Mais ce dont traite l’auteur, c’est surtout des formes de la révolte. Il rappelle d’abord que les explosions de rage dans les banlieues ne sont pas nouvelles, que ce soit en France5 ou à l’étranger6. On remarquera que des points communs semblent se dessiner entre 2005 et aujourd’hui, comme l’absence d’antécédents judiciaires ou la majorité de mineurs chez les interpellés. Mais aussi des différences : en 2005, jusqu’à 1 400 voitures de particuliers avaient brûlé en une nuit, ce qui semble avoir été nettement moins le cas cette année.

L’auteur avance des arguments et des pistes de réflexion pour répondre aux débats provoqués par les émeutes. Pourquoi brûler les voitures en bas de chez soi ? Pourquoi ne pas aller dans les quartiers riches ? Pourquoi ces jeunes ne se joignent-ils pas aux autres mouvements sociaux ? Il cherche du côté des conditions de vie dans les banlieues – véritables ghettos où l’on enferme les pauvres –, des liens avec la classe ouvrière quand on vit dans des quartiers très précarisés – le supermarché que l’on brûle, c’est aussi celui où l’on a été exploité –, mais aussi dans les occasions ratées pour le mouvement ouvrier comme lors des grèves d’ouvriers spécialisés, souvent immigrés, du début des années 1980. Autant de questionnements qui restent d’actualité.

Alors la réponse n’est pas dans un retour au calme comme ce à quoi appelèrent à l’époque de nombreuses personnalités issues des quartiers7, dont Joey Starr qui se demandait quelques années avant « qu’est-ce qu’on attend pour foutre le feu », ni dans les débouchés électoraux promis par la gauche de l’époque.
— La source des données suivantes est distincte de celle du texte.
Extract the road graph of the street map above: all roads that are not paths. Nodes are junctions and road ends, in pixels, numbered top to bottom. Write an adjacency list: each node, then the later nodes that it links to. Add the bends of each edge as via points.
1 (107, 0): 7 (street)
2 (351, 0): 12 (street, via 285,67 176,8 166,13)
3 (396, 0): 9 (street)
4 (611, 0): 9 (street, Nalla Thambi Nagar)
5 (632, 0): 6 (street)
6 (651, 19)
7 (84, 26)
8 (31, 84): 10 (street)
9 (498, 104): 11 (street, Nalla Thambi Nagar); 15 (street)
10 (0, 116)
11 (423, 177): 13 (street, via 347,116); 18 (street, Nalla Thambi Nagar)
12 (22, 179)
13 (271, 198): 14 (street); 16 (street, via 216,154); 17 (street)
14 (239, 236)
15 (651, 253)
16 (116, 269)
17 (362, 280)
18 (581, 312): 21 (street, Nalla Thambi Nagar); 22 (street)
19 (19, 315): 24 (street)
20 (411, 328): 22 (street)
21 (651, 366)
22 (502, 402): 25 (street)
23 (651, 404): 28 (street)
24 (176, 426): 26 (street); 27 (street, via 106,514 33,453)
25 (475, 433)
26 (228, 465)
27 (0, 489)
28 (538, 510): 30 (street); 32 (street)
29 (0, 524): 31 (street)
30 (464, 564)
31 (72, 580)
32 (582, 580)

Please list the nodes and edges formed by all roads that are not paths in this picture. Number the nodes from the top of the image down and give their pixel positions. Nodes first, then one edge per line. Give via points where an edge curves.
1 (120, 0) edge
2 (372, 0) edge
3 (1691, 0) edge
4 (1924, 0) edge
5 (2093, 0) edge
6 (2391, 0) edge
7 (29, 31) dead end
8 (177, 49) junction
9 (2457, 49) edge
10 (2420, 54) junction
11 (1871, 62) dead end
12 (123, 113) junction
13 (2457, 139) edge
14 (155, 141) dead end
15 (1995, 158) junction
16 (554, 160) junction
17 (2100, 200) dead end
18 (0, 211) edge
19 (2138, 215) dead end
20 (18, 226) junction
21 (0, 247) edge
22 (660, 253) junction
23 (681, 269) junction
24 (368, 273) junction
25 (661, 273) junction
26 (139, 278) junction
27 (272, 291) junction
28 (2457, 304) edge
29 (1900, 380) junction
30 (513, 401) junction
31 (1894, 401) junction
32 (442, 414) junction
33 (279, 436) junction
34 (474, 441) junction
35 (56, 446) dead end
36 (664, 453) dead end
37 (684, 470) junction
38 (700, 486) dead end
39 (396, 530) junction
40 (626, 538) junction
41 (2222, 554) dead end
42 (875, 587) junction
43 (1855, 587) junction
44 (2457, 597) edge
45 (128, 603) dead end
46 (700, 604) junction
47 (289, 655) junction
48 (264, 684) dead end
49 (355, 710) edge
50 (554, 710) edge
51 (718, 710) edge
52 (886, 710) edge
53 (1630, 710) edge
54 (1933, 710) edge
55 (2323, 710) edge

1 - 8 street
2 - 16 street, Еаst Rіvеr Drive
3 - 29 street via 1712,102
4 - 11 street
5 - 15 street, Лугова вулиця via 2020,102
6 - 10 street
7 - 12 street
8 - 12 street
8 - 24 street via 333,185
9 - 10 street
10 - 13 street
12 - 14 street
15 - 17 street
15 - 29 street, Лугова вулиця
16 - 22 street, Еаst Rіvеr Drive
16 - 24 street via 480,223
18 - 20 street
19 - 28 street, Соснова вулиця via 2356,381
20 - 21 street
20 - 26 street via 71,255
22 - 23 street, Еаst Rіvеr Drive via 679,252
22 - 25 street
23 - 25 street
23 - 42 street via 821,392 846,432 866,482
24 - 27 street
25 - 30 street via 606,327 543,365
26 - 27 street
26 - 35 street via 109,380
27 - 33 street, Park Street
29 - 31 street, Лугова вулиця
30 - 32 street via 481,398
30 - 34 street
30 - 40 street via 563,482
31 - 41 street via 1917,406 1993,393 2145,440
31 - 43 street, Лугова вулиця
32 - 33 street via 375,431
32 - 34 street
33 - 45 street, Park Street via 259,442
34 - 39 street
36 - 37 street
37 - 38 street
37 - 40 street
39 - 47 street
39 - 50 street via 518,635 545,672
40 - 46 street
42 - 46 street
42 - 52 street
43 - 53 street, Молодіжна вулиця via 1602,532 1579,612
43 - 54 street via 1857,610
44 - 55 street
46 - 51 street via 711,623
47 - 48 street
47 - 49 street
Mais bien de chercher comment la rage et la révolte peuvent cheminer jusqu’à la révolution.

Norbert Moravcik

 

 


 

 

1 La Canaille, chant qui sera associé à La Commune de 1871.

2 La première version est écrite entre novembre 2005 et mars 2006. La deuxième édition est augmentée d’une postface d’avril 2009.

3 Du nom des deux jeunes de Clichy-sous-Bois morts le 27 octobre dans un transformateur électrique en fuyant un contrôle de la BAC.

4 Lors d’une visite à Argenteuil le 25 octobre 2005.

5 Citons les émeutes de 1979 à Vaulx-en-Velin, 1980 à Marseille et celles nombreuses aux débuts des années 1980 à l’origine de la Marche pour l’égalité et contre le racisme de 1983.

6 Notamment en Angleterre comme à Toxteth en 1981 et aux États-Unis.

7 L’appel au calme et à s’inscrire sur les listes électorales eut un petit succès fin 2005-début 2006.